Today’s marketers are increasingly pressed to find the right tools and techniques to measure their efforts. That’s especially true when it comes to assessing brand awareness, as this concept is essential to consumers’ decision-making processes and sales.
Awareness is not an abstract or vanity metric, but one that plays a significant role in your company’s ROI: 89% of marketers say brand awareness is their top goal, and 82% of investors want the companies they invest in to have a strong brand. In fact, 66% of marketers believe their companies will sacrifice growth instead of hurting the brand.
Brand awareness is an important quantification for companies across the board. Here are some key metrics to use when measuring brand awareness.
More from PostFunnel on brand awareness:
What We Can Learn From: A YouTuber Launching A D2C Coffee Brand
What Makes a Brand Voice and How it Affects Your Customers
Building Your Brand Personae
Web traffic
Website visitors have proven they are (at least minimally) interested in learning more about your company. They’ve landed there either by searching for your site or by clicking on an ad or CTA. There are plenty of things you can learn from your web traffic data, but regarding brand awareness, traffic can be studied for increases after a campaign, contest, event, or other marketing initiative.
Whether it’s a CRM, a service like Google Analytics, or a combination thereof, find the tools that can help keep track of your site traffic. You’ll also be able to see where the traffic came from to figure out which pages, search terms, or campaigns are enhancing brand awareness. If you want to better qualify those visitors, look at direct traffic.
Social interactions
There are several types of social interactions useful for measuring brand awareness, including your brand’s social presence. That means using tools to calculate how often people are talking about your brand across social sites. You’ll not only be able to see how many people are discussing your brand and how frequently, but you’ll also get real insight into their opinions of it.
Social mentions, shares, and reach are some of the best metrics to track for brand awareness. The first covers any time a consumer mentions the brand, with or without tagging the company. Those can be more difficult to track, especially if they don’t tag your page. Social shares are easier to measure and include shares of your company’s post, as well as mentions in posts from others. Finally, the reach tells you how many people have seen those mentions and shares based on the original poster’s audience. The bigger their audience/followers, the broader the reach.
You’ll need to rely on more than @mentions or discussions on your brand’s official channels to track all of the above, according to Brandwatch, which says that 96% of conversation take place outside these official media channels. To track all interactions, you can use services like Brandwatch, Talkwalker and Linkfluence. For the most accurate results, be sure to set benchmarks before trying to measure brand awareness — including common dips or increases you’ve begun to see during an extended amount of time.
Media coverage
Beyond social media, you should also be tracking what other media outlets are saying about your brand. The overall accuracy of the old adage “all press is good press” is another discussion, but when it comes to brand awareness, everything counts.

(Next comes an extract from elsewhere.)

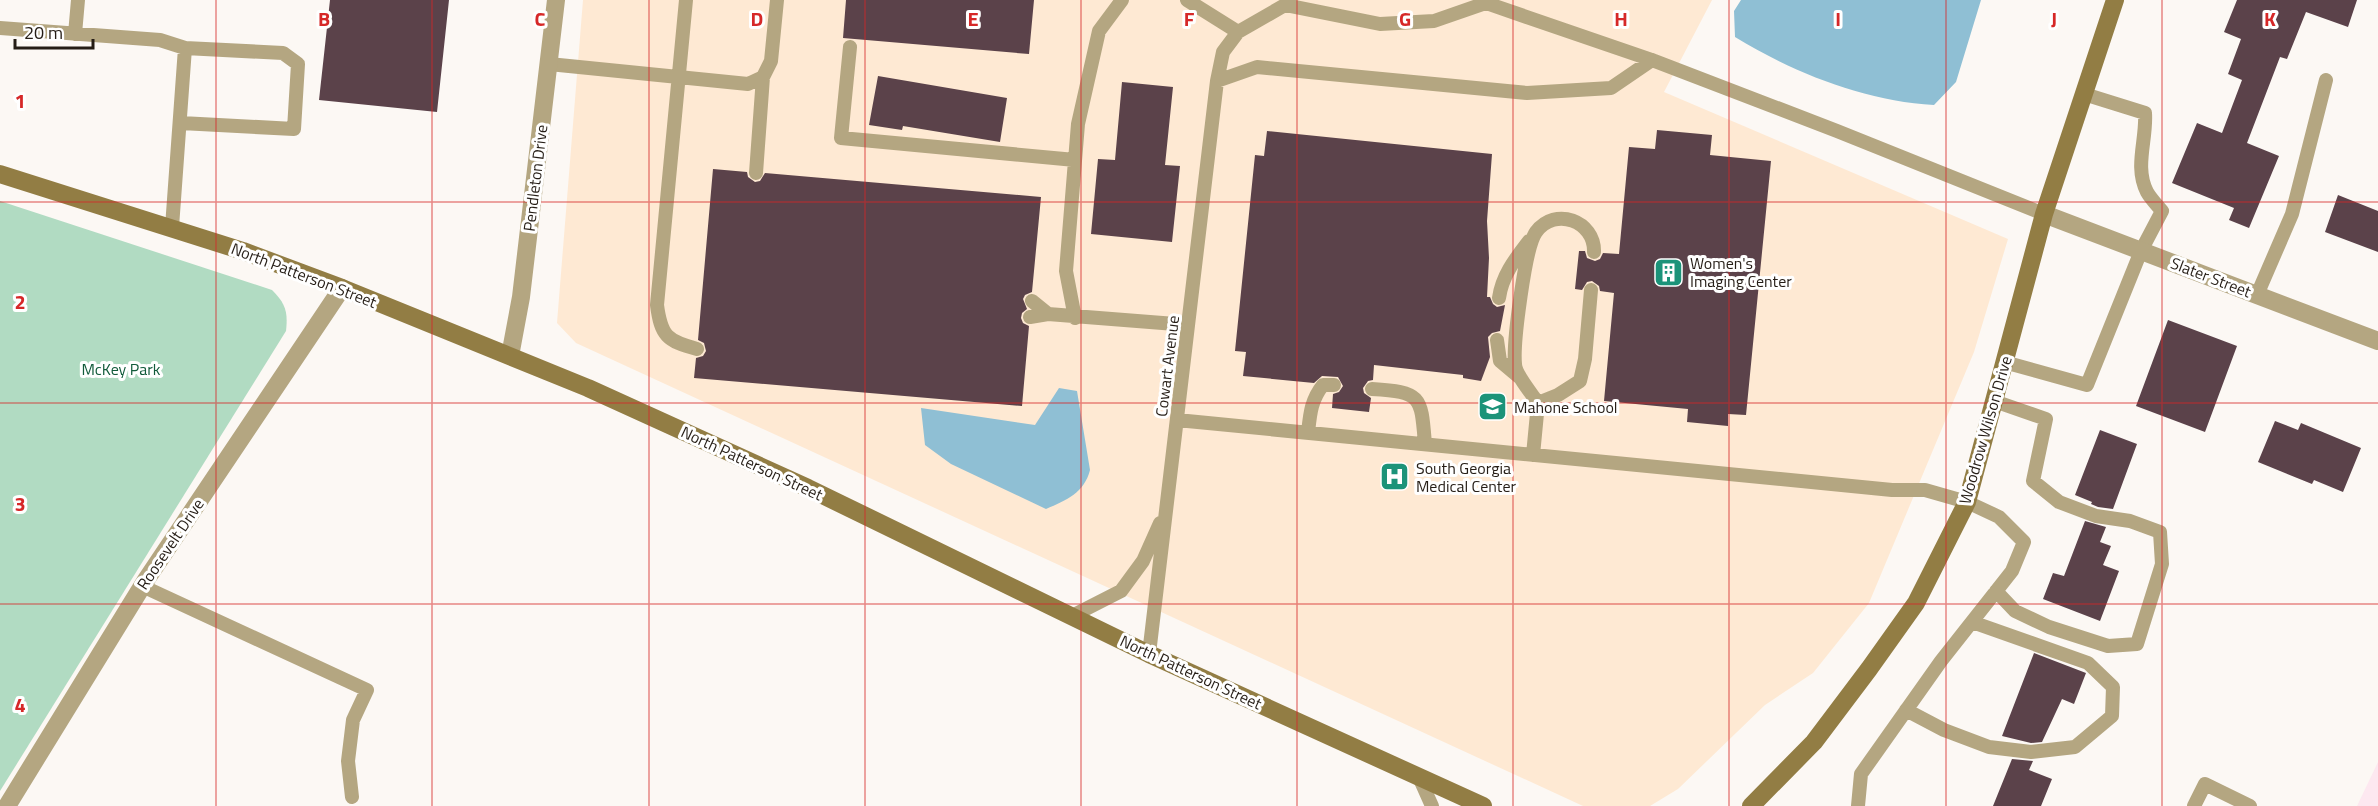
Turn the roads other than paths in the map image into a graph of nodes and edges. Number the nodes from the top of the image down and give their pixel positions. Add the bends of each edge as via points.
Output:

It’s easy to track any article mentioning your brand, whether a bylined piece written by your team or an editorial article from a news outlet. Also, monitor pieces about any influencers or important staff members of your company.
Plenty of online platforms are out there to help you track your media mentions. Tools like Sprout Social, LexisNexis and Google Alerts will let you know when there’s news about your brand.
Backlinks
In addition to being useful for boosting SEO, backlinks are also a good metric to watch in terms of brand awareness. The site or author that added the link to your site must consider your company (or at least the content it’s linking to) important, helping build your brand authority.
When visitors click the links, they will start to associate your brand with topics related to your product. Backlinks will also help drive web traffic, which we’ve already mentioned is an important metric.
You can use tools like Neil Patel’s site, SE Ranking, Google Analytics, and Ahrefs to track your backlinks. These will show you not only which sites are linking to you, but also allow you to calculate the size of the audience being reached.
Video views
This metric is pretty straightforward, but it can tell you a great deal about your level of achieved brand awareness. With a million hours of video being watched on Facebook alone daily, this type of media is clearly popular with consumers. Checking your video views is one of the most cost-effective ways of measuring brand awareness, and videos also have the highest potential for bringing in reach and impressions.
To track this one, simply look at the number of views your videos are earning. You can host video directly on your site, or use a video sharing platform like YouTube. Be sure to optimize the video and share it on social media and email campaigns.
Do consumers know about your brand?
The only way to know how you’re performing with brand awareness is to track metrics that point to that goal. Anything that shows consumer engagement and interest is a key indicator that your efforts are leading to awareness.